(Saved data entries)
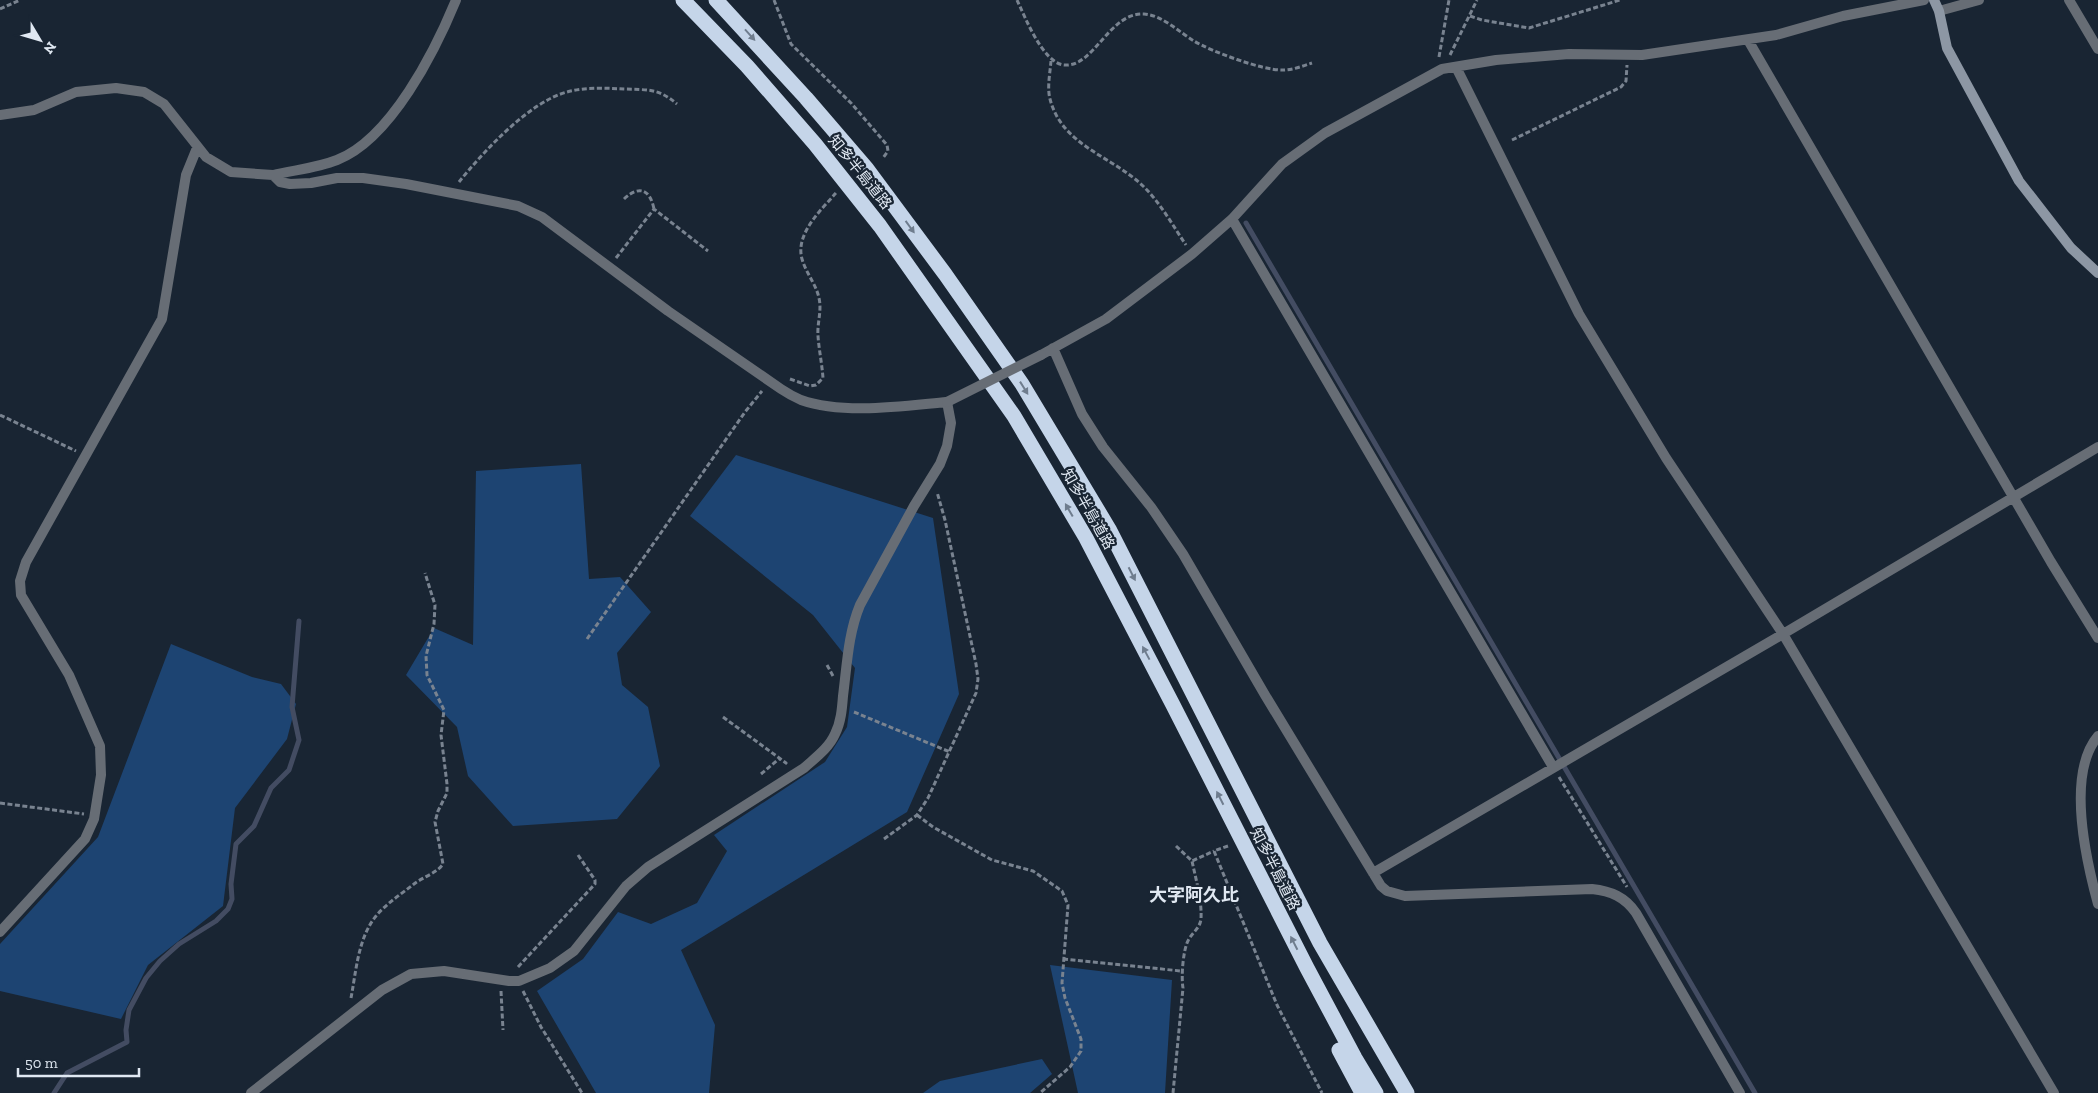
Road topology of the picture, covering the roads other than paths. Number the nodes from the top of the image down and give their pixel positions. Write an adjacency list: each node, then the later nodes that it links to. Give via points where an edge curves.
1 (456, 0): 14 (street, via 431,54 378,131 337,160)
2 (683, 0): 28 (highway, 知多半島道路, one-way to 2, via 1086,538 1014,416 874,218 747,66)
3 (716, 0): 32 (highway, 知多半島道路, one-way to 32, via 868,169 1022,384 1109,529 1320,943)
4 (1924, 0): 9 (street)
5 (1934, 0): 8 (street)
6 (1979, 0): 8 (street)
7 (2069, 0): 10 (street)
8 (1939, 11): 16 (street, via 1947,48 2019,181 2072,248)
9 (1748, 40): 11 (street, via 1642,55 1569,54 1496,60); 20 (street)
10 (2098, 49)
11 (1448, 69): 15 (street, via 1325,133 1282,164); 21 (street, via 1580,314 1666,458)
12 (0, 115): 13 (street, via 34,110 76,92 116,88 144,92 164,104)
13 (197, 148): 14 (street, via 231,172); 27 (street, via 186,175 162,320 26,562 20,581 21,595 69,675 100,746 101,775 94,815 85,839)
14 (273, 175): 18 (street, via 280,182 290,184 363,178 518,206 542,217 767,380 801,400 843,407)
15 (1232, 219): 17 (street, via 1192,254 1106,319); 24 (street)
16 (2098, 273)
17 (1054, 348): 18 (street, bridge); 25 (street, via 1082,414 1183,554)
18 (947, 402): 29 (street, via 951,423 940,464 854,618 842,707 835,735 824,750 804,768 648,867 626,886 574,951 550,968 509,981 444,971 411,974 382,990)
19 (2098, 447): 20 (street)
20 (2014, 496): 21 (street); 22 (street)
21 (1784, 634): 24 (street); 34 (street)
22 (2098, 638)
23 (2098, 736): 26 (street, via 2085,759 2082,815 2089,872)
24 (1553, 767): 25 (street)
25 (1372, 873): 33 (street, via 1381,886 1398,895 1592,889 1607,890 1625,900 1636,913)
26 (2098, 904)
27 (0, 932)
28 (1307, 968): 30 (highway, via 1309,994); 31 (highway, 知多半島道路)
29 (251, 1093)
30 (1362, 1093)
31 (1376, 1093)
32 (1406, 1093)
33 (1740, 1093)
34 (2054, 1093)

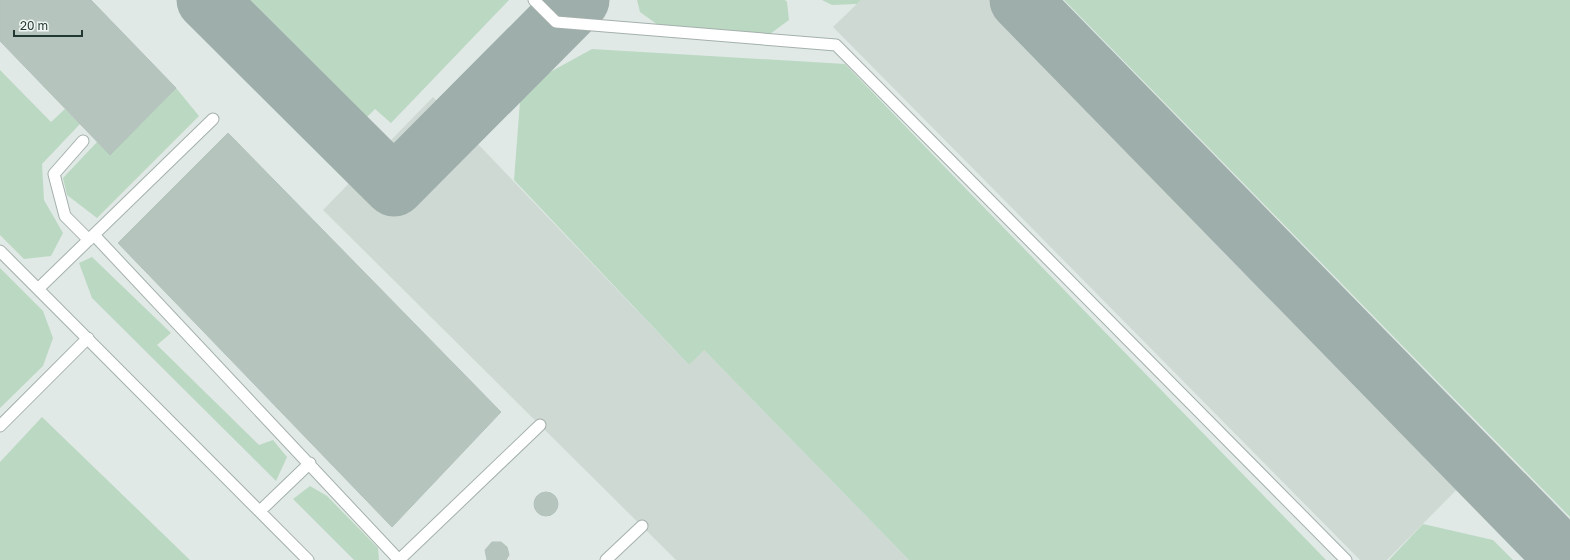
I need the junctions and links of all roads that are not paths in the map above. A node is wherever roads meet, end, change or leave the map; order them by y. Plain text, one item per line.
1 (534, 0) edge
2 (213, 119) dead end
3 (83, 141) dead end
4 (91, 237) junction
5 (0, 251) edge
6 (38, 289) junction
7 (88, 338) junction
8 (540, 425) dead end
9 (0, 426) edge
10 (310, 463) junction
11 (260, 511) junction
12 (642, 526) dead end
13 (308, 560) edge
14 (400, 560) edge
15 (606, 560) edge
16 (1346, 560) edge

1 - 16 lane
2 - 4 lane
3 - 4 lane
4 - 6 lane
4 - 10 lane
5 - 6 lane
6 - 7 lane
7 - 9 lane
7 - 11 lane
8 - 14 lane
10 - 11 lane
10 - 14 lane
11 - 13 lane
12 - 15 lane

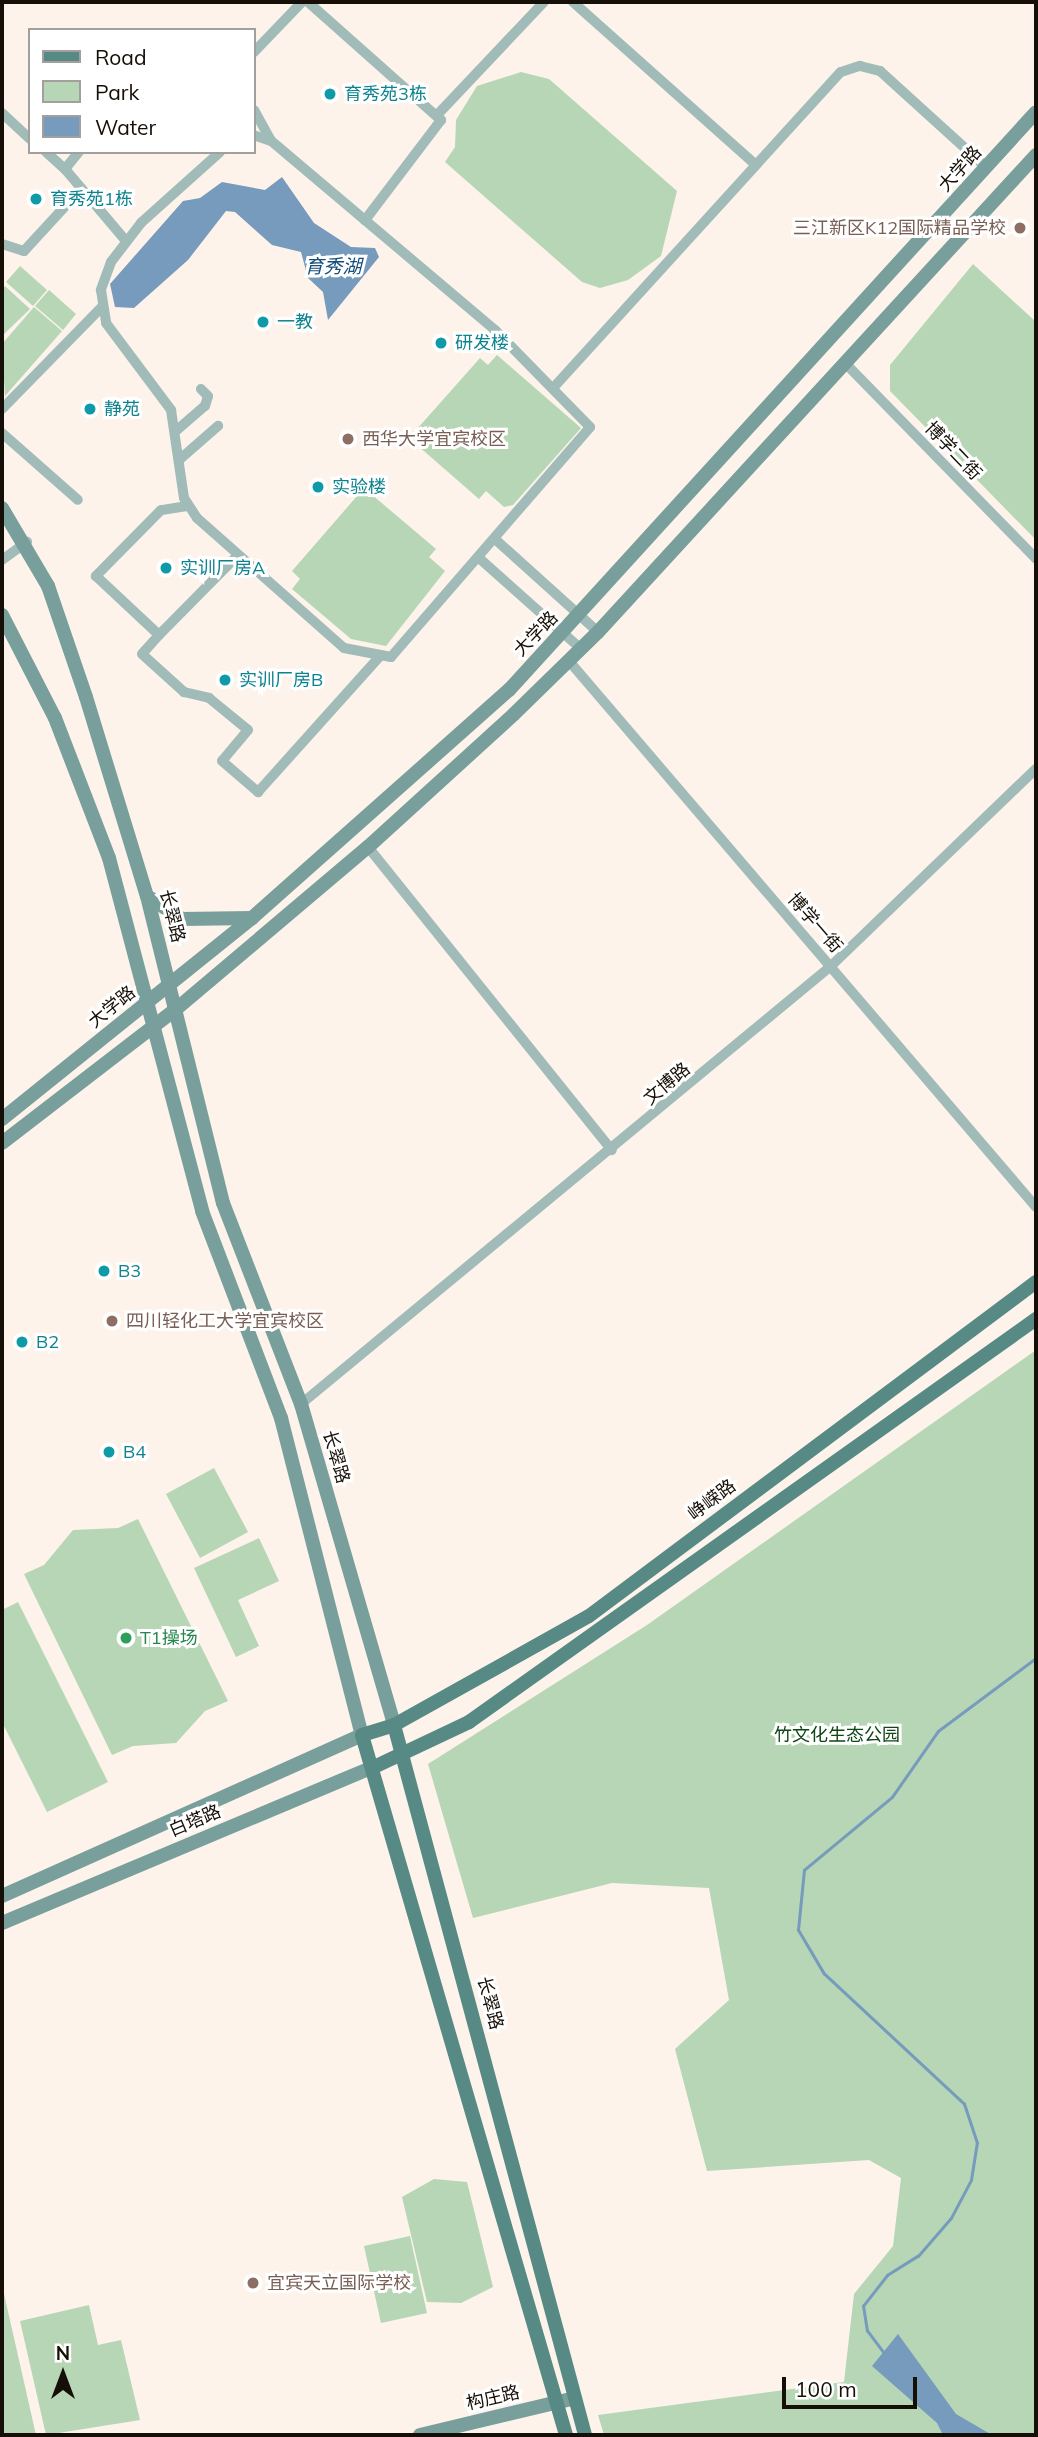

▸ Problem requirements:
Write down every line of the data above that includes the string "edge".

▸ Solved exercise:
Road topology of the picture, covering the roads other than paths. Number the nodes from the top of the image down and give their pixel positions. Write an adjacency list: each node, then the later nodes that it links to. Give via points where an edge curves.
1 (534, 0) edge
5 (0, 251) edge
9 (0, 426) edge
13 (308, 560) edge
14 (400, 560) edge
15 (606, 560) edge
16 (1346, 560) edge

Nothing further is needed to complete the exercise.